== The problem ==
Find the lines below in which the string "index" occurs. Copy each one.

== Keypoint coordinate data ==
######

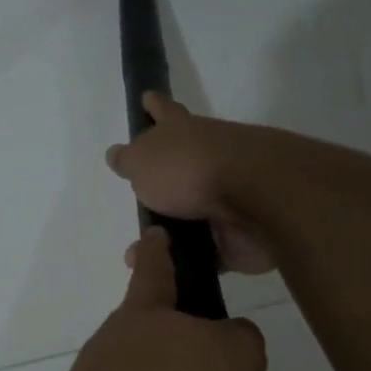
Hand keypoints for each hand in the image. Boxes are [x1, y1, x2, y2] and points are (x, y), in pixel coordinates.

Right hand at [105, 93, 275, 274]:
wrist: (254, 201)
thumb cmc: (189, 169)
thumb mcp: (142, 161)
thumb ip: (128, 160)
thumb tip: (117, 154)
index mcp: (183, 133)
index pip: (164, 112)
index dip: (154, 107)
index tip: (147, 98)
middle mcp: (206, 159)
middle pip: (180, 167)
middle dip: (160, 183)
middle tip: (139, 200)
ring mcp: (225, 197)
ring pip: (191, 214)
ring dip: (168, 232)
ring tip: (140, 252)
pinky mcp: (236, 233)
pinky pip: (205, 250)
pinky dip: (187, 261)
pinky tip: (166, 273)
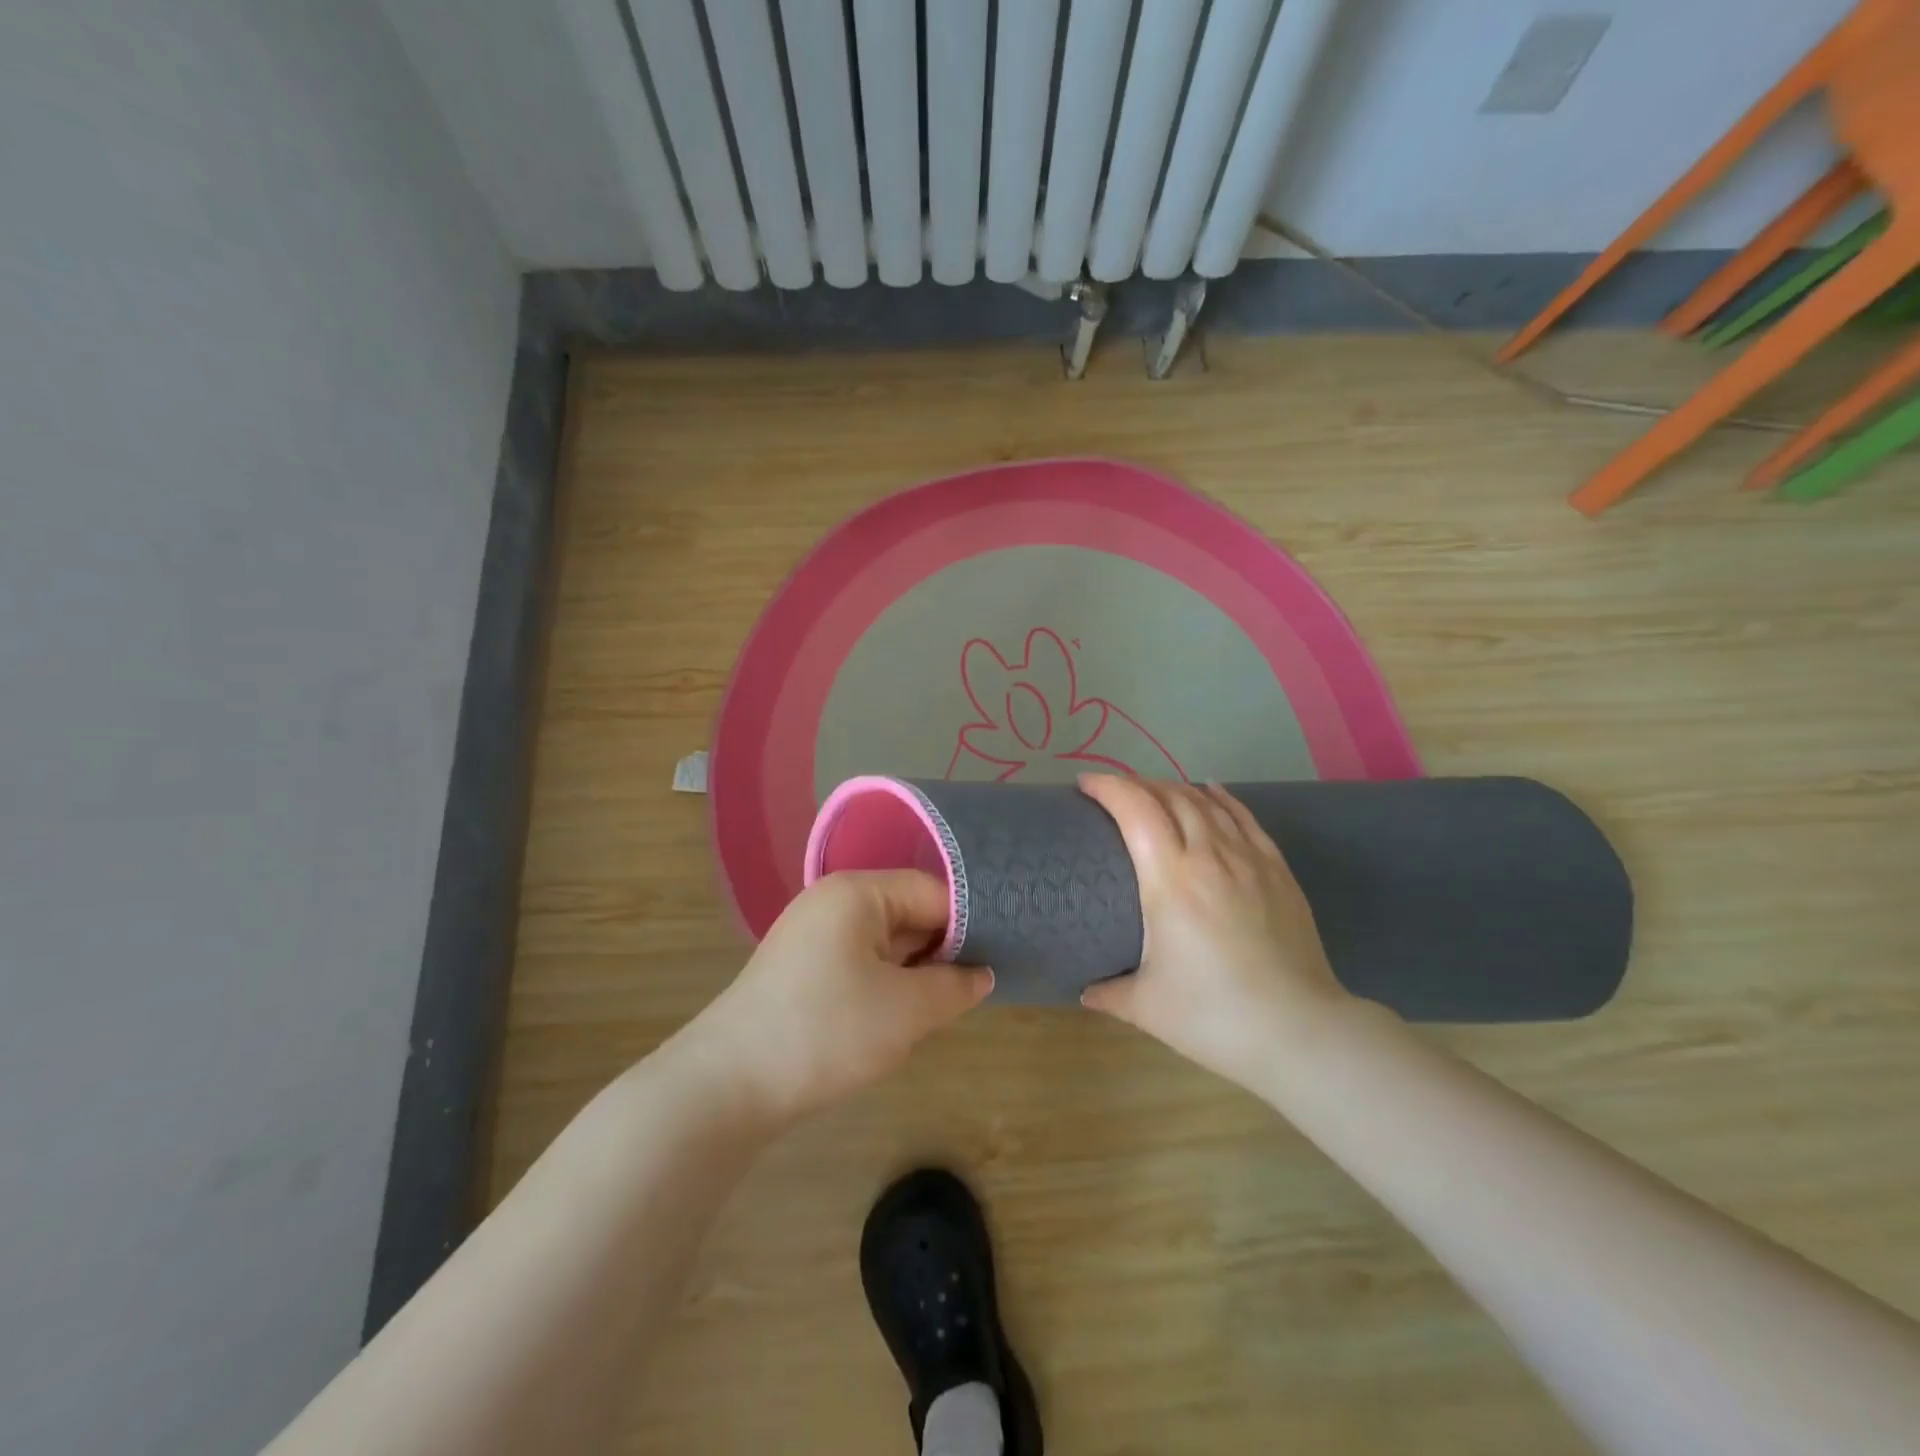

######

== Completed task ==
index mcp: (183, 133)
index pip: (164, 112)
index dip: (154, 107)
index tip: (147, 98)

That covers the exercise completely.